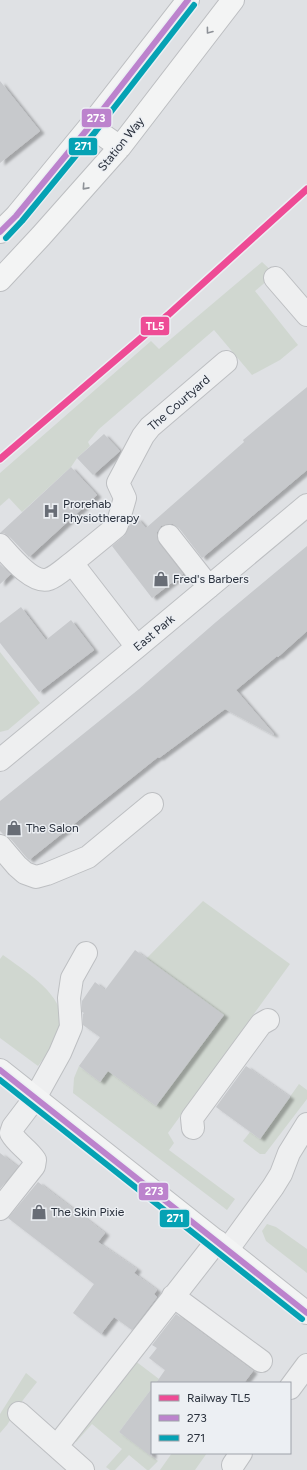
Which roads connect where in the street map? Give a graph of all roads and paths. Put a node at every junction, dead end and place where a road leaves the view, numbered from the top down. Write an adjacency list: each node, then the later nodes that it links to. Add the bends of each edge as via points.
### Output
1 (188, 0): 3 (main road)
2 (233, 0): 4 (main road, Station Way, one-way to 4)
3 (90, 126): 4 (main road); 5 (main road)
4 (120, 147): 7 (main road, Station Way, one-way to 7)
5 (0, 232)
6 (275, 278): 8 (street)
7 (0, 280)
8 (307, 315)
9 (226, 362): 13 (street, The Courtyard, via 150,427 143,436 118,483 125,498 118,522)
10 (307, 505): 14 (street, East Park)
11 (169, 536): 14 (street)
12 (0, 545): 13 (street, The Courtyard, via 24,571 41,579 49,579)
13 (72, 563): 15 (street)
14 (209, 587): 15 (street, East Park)
15 (137, 647): 16 (street, East Park)
16 (0, 760)
17 (152, 804): 18 (street, via 88,857 47,874 36,876 25,873)
18 (0, 846)
19 (86, 953): 22 (street, via 72,978 69,998 71,1027)
20 (268, 1020): 24 (street, via 261,1024 192,1118)
21 (0, 1070): 22 (main road)
22 (35, 1098): 25 (street, via 11,1133 15,1141 31,1154 35,1160 34,1166); 26 (main road)
23 (307, 1124): 26 (street, via 289,1153 273,1187)
24 (193, 1128)
25 (0, 1209)
26 (222, 1245): 27 (street); 28 (main road)
27 (173, 1296): 29 (street); 33 (street)
28 (307, 1313)
29 (261, 1361)
30 (307, 1365): 31 (street)
31 (291, 1387)
32 (19, 1413): 33 (street)
33 (57, 1446): 34 (street)
34 (83, 1470)

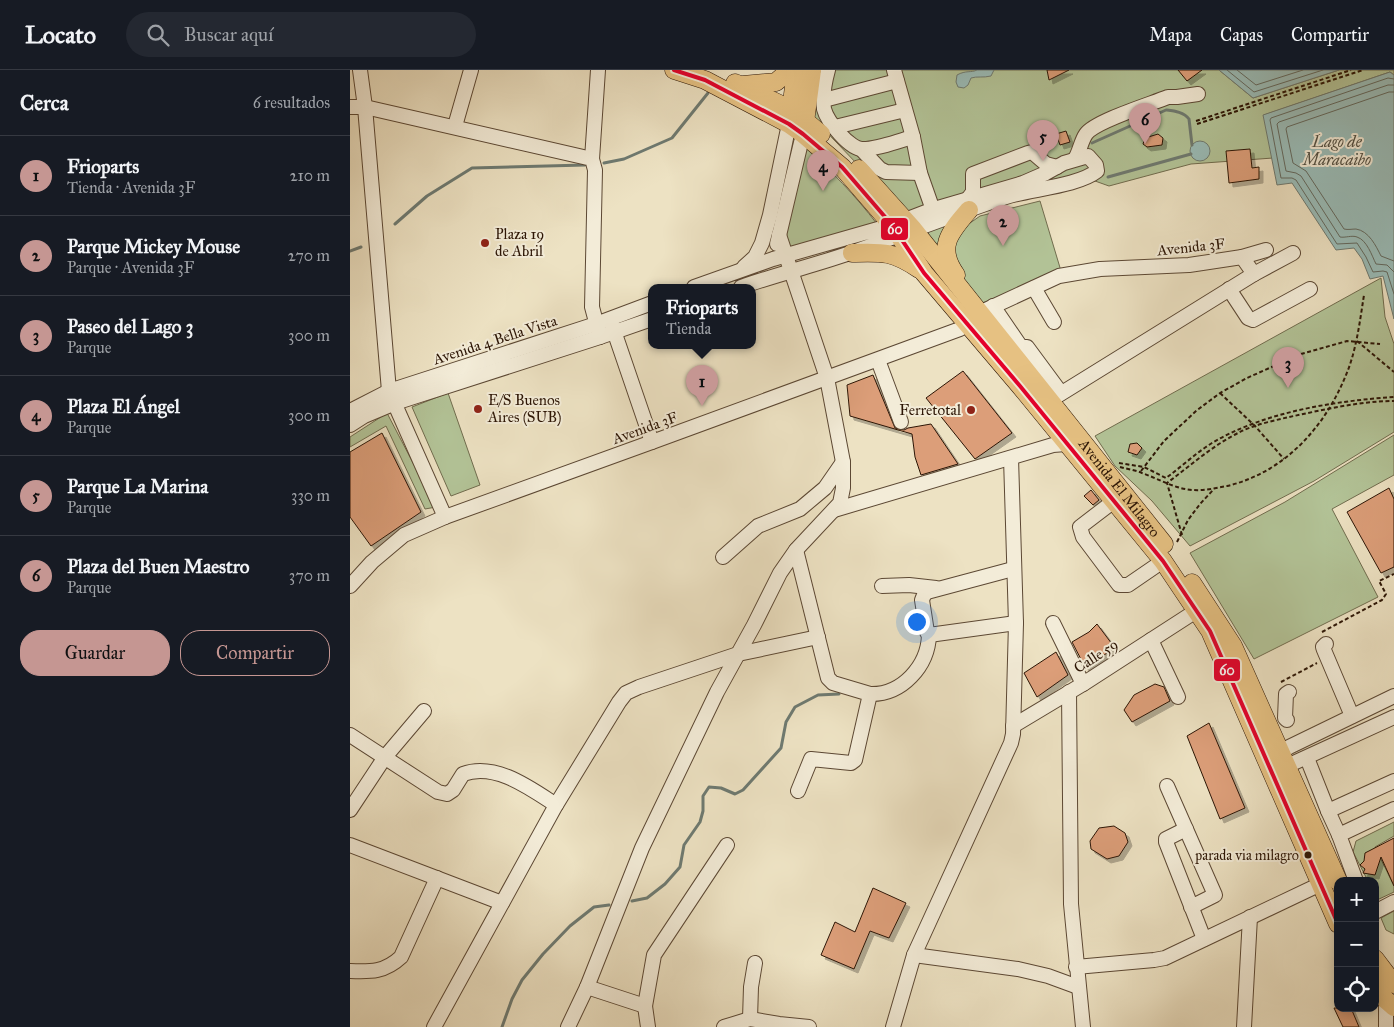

• **TASK DIRECTIONS**:
Quote the listing above in full, except for the pictures.

• **SOLUTION TO THIS PROBLEM**:
Which roads connect where in the street map? Give a graph of all roads and paths. Put a node at every junction, dead end and place where a road leaves the view, numbered from the top down. Write an adjacency list: each node, then the later nodes that it links to. Add the bends of each edge as via points.
### Output
1 (188, 0): 3 (main road)
2 (233, 0): 4 (main road, Station Way, one-way to 4)
3 (90, 126): 4 (main road); 5 (main road)
4 (120, 147): 7 (main road, Station Way, one-way to 7)
5 (0, 232)
6 (275, 278): 8 (street)
7 (0, 280)
8 (307, 315)
9 (226, 362): 13 (street, The Courtyard, via 150,427 143,436 118,483 125,498 118,522)
10 (307, 505): 14 (street, East Park)
11 (169, 536): 14 (street)
12 (0, 545): 13 (street, The Courtyard, via 24,571 41,579 49,579)
13 (72, 563): 15 (street)
14 (209, 587): 15 (street, East Park)
15 (137, 647): 16 (street, East Park)
16 (0, 760)
17 (152, 804): 18 (street, via 88,857 47,874 36,876 25,873)
18 (0, 846)
19 (86, 953): 22 (street, via 72,978 69,998 71,1027)
20 (268, 1020): 24 (street, via 261,1024 192,1118)
21 (0, 1070): 22 (main road)
22 (35, 1098): 25 (street, via 11,1133 15,1141 31,1154 35,1160 34,1166); 26 (main road)
23 (307, 1124): 26 (street, via 289,1153 273,1187)
24 (193, 1128)
25 (0, 1209)
26 (222, 1245): 27 (street); 28 (main road)
27 (173, 1296): 29 (street); 33 (street)
28 (307, 1313)
29 (261, 1361)
30 (307, 1365): 31 (street)
31 (291, 1387)
32 (19, 1413): 33 (street)
33 (57, 1446): 34 (street)
34 (83, 1470)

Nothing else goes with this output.